Nate Jara ’16, vice president of the Cornell Democrats, predicted that Clinton’s victory in Nevada will build momentum for her campaign.

“Clinton has built a massive lead in southern states and a strong performance on Super Tuesday could be a blow Sanders might not be able to recover from,” he said. “These next two weeks will likely determine which candidate carries momentum through the rest of the primaries.”

Clinton’s victory should help her gain voters’ confidence, according to Rebecca Saber ’18, founder of the Facebook page “Hillary for America at Cornell University.”

“By winning Nevada, Hillary proved to her supporters and undecided voters alike that she is capable of winning the Democratic primary,” Saber said.

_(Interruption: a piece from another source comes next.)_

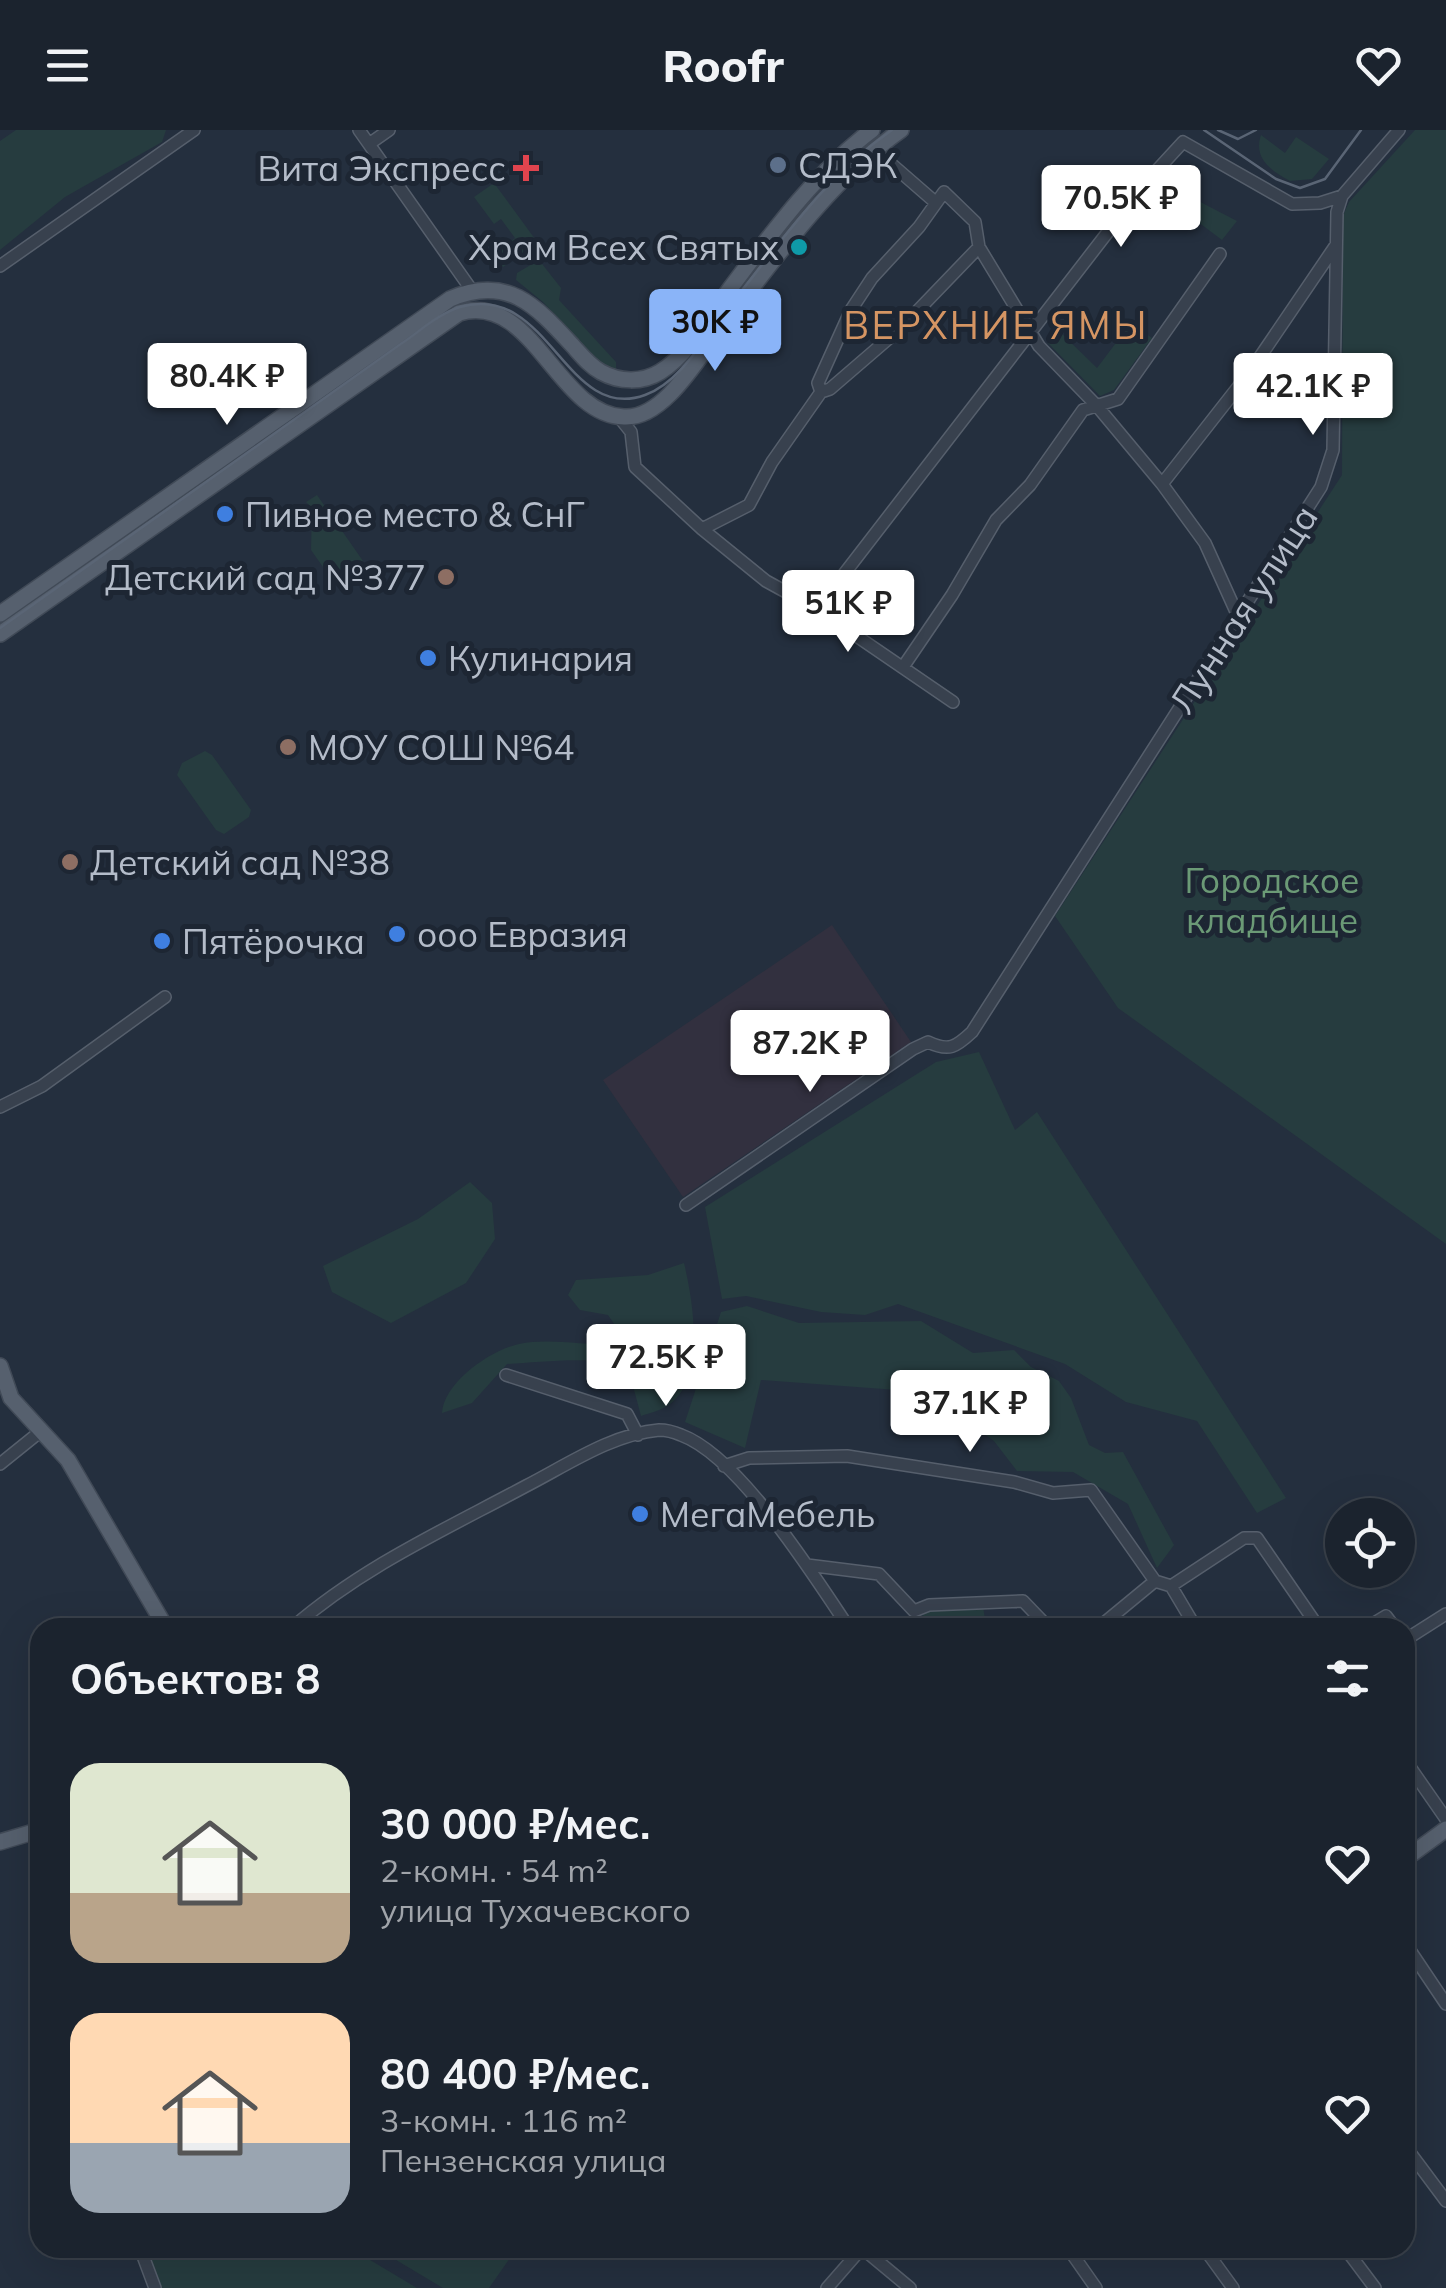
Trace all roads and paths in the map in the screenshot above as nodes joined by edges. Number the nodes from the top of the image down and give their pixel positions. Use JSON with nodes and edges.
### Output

Sanders’ loss indicated a lack of minority support, evident in his failure to appeal to the large minority population in Nevada, according to Fernando Quiroz ’16, president of Cornell Political Union.

“While several caucuses still remain, the weak appeal to minority voters tonight could indicate a critical flaw in the Sanders campaign,” he said.

Jake Zhu ’18, first vice chair of Cornell Republicans, said he agrees with this analysis of Sanders’ weakness as a candidate.

“Bernie has been running one of the ‘whitest’ Democratic primary campaigns in recent history as there is hardly any racial diversity among his supporters,” he said.

Students also shared their disappointment with Trump’s success, several asserting that the results in South Carolina will have negative implications for the Republican party.

“The pure viciousness we’re seeing in the Republican primaries is not emblematic of a party that can sway independents in the general [election], especially given the hateful rhetoric we’ve seen so casually leveled at immigrants and minorities time and time again,” Jara said. “For the sake of the party, I hope things change.”

Some students felt that Trump’s victory could mean increased support for Rubio, especially because Jeb Bush decided to drop out of the race on Sunday.

“There is no doubt that Republican voters will go towards Rubio since he is the last ‘establishment Republican’ running that can win the nomination,” Zhu said. “As more and more candidates drop out of the race, Rubio’s prospect of winning significantly increases while Trump’s prospect undeniably diminishes.”

However, William Bristow ’16 argued that Trump’s victory will help him win the conservative nomination.

“The results in South Carolina make Donald Trump the clear front runner for the Republican nomination,” he said.